Unstructured-IO / unstructured-api

Apache License 2.0
528 stars 110 forks source link

PdfStreamError: Stream has ended unexpectedly #266

Closed sentry-io[bot] closed 1 year ago

sentry-io[bot] commented 1 year ago

API users are hitting this error on certain files.
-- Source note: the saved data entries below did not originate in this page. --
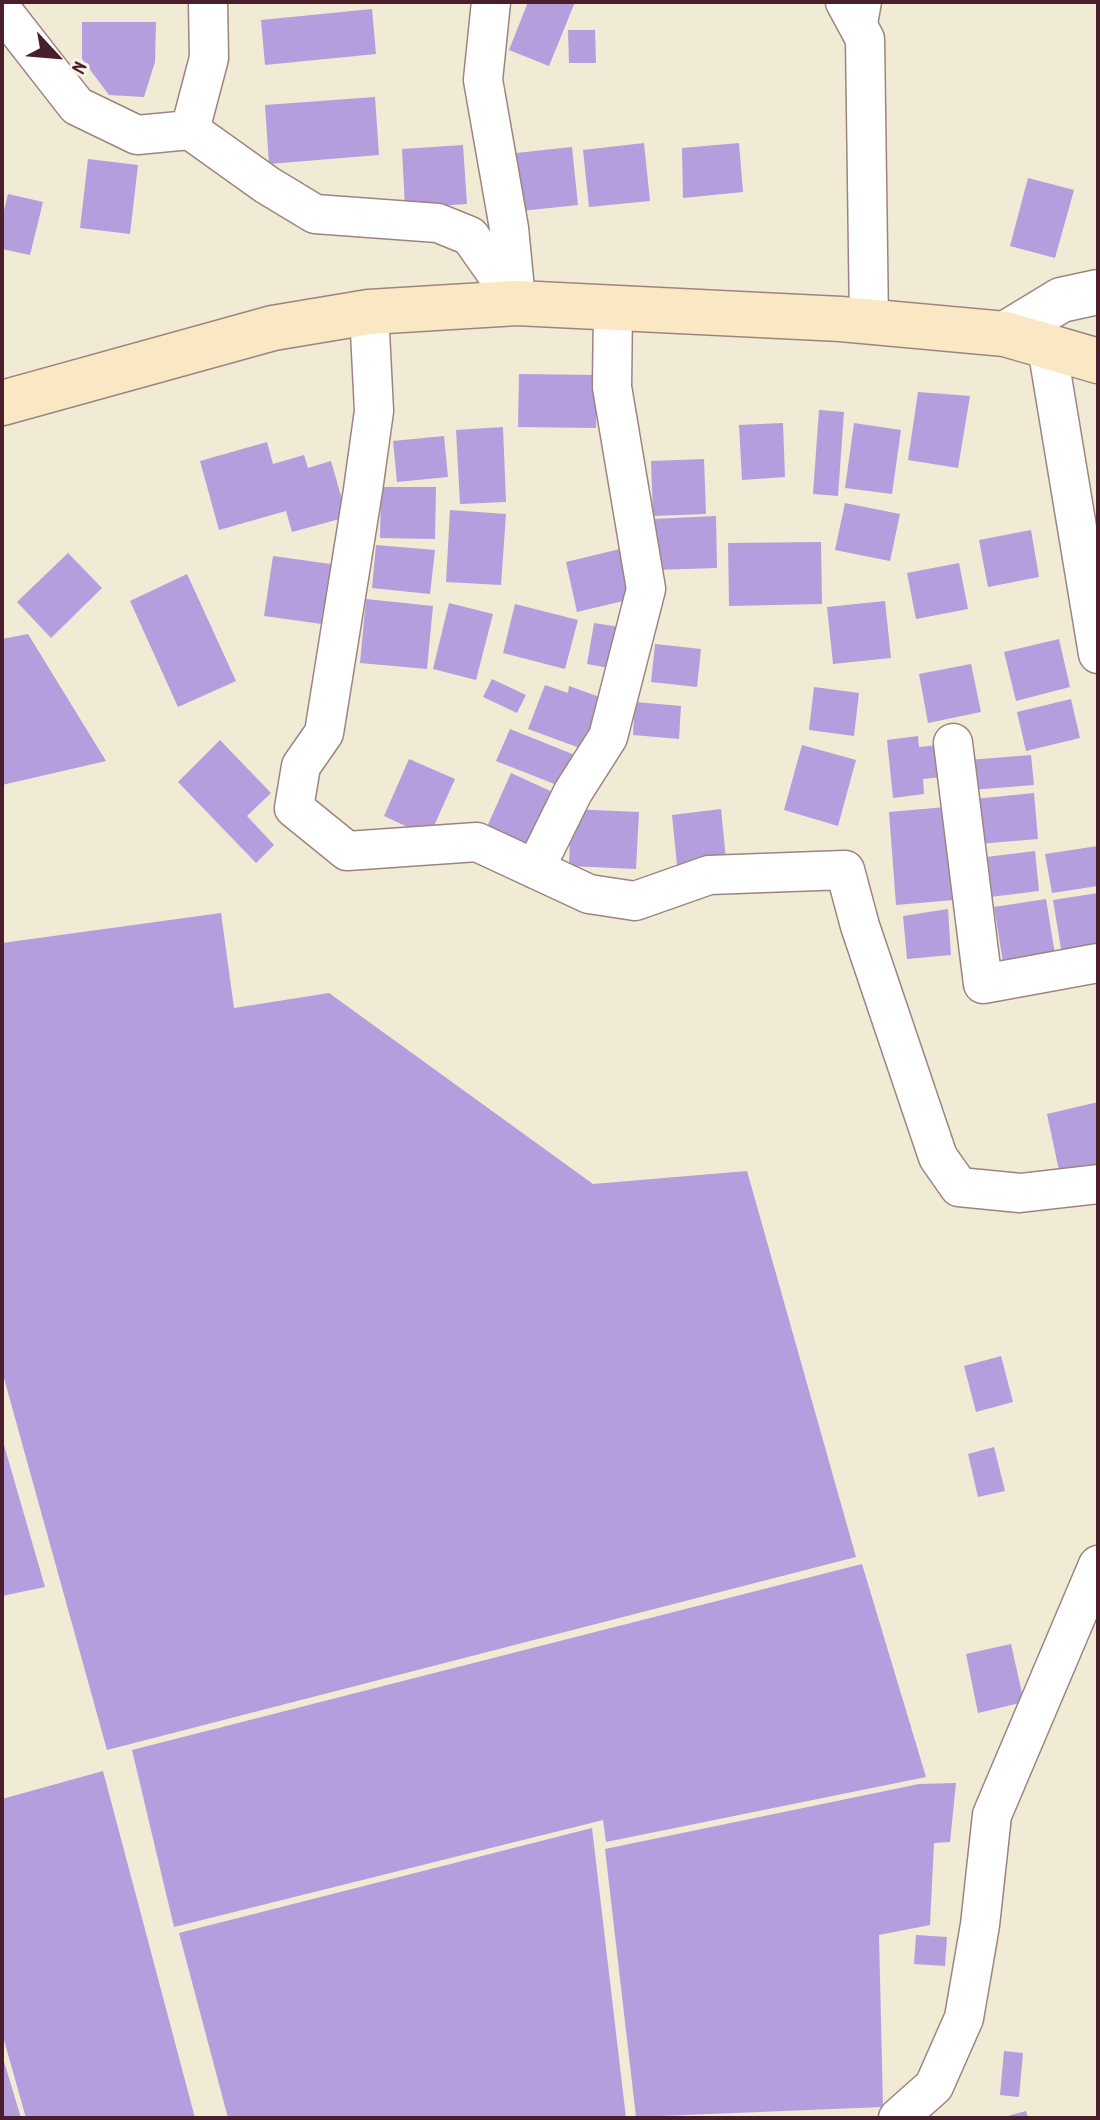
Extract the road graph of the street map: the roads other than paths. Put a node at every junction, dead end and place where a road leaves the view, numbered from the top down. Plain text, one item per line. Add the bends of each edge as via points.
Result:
1 (208, 2) edge
2 (491, 2) edge
3 (845, 2) edge
4 (871, 2) edge
5 (2, 10) edge
6 (865, 39) junction
7 (190, 130) junction
8 (1098, 292) edge
9 (517, 303) junction
10 (613, 308) junction
11 (369, 312) junction
12 (869, 322) junction
13 (1005, 334) junction
14 (1047, 347) junction
15 (1098, 361) edge
16 (2, 403) edge
17 (1098, 654) edge
18 (953, 743) dead end
19 (535, 869) junction
20 (1098, 963) edge
21 (1098, 1184) edge
22 (1098, 1565) edge
23 (898, 2118) edge

1 - 7 street via 209,58
2 - 9 street via 483,80
3 - 6 street
4 - 6 lane
5 - 7 street via 77,106 137,135
6 - 12 street
7 - 9 street via 315,214 438,223 470,236
8 - 13 street via 1061,300
9 - 10 main road
9 - 11 main road
10 - 12 main road
10 - 19 street via 612,387 646,589 608,737 573,792
11 - 16 main road via 273,328
11 - 19 street via 374,411 361,505 324,733 301,766 294,808 347,851 477,842
12 - 13 main road
13 - 14 main road
14 - 15 main road
14 - 17 street
18 - 20 street via 983,984
19 - 21 street via 589,894 635,901 709,875 845,870 938,1157 959,1187 1020,1193
22 - 23 street via 992,1815 964,2018 934,2086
PdfStreamError: Stream has ended unexpectedly
  File "prepline_general/api/general.py", line 686, in pipeline_1
    list(response_generator(is_multipart=False))[0] if len(files) == 1 else join_responses(list(response_generator(is_multipart=False)))
  File "prepline_general/api/general.py", line 607, in response_generator
    response = pipeline_api(
  File "prepline_general/api/general.py", line 278, in pipeline_api
    pdf = PdfReader(file)
  File "pypdf/_reader.py", line 332, in __init__
    self.read(stream)
  File "pypdf/_reader.py", line 1554, in read
    self._find_eof_marker(stream)
  File "pypdf/_reader.py", line 1625, in _find_eof_marker
    line = read_previous_line(stream)
  File "pypdf/_utils.py", line 268, in read_previous_line
    raise PdfStreamError(STREAM_TRUNCATED_PREMATURELY)
awalker4 commented 1 year ago

I verified that this error can happen when we send a non-pdf with content type as pdf. We don't confirm the filetype if it's provided, and so PdfReader() blows up.

import requests

filename = "/path/to/jpeg/file"
import requests

res = requests.post(
    "http://localhost:8000/general/v0/general",
    files={"files": (filename, open(filename, "rb"), "application/pdf")},
    )

print(res.text)

# {"detail":"Stream has ended unexpectedly"}

PyPDF logs a warning:

WARNING:pypdf._reader:invalid pdf header: b'\xff\xd8\xff\xe1\x9b'
WARNING:pypdf._reader:EOF marker not found
cragwolfe commented 1 year ago

so the right thing to do here is catch that error and return a 400 with friendly message?

awalker4 commented 1 year ago

Yep! The bug squash is off to a good start!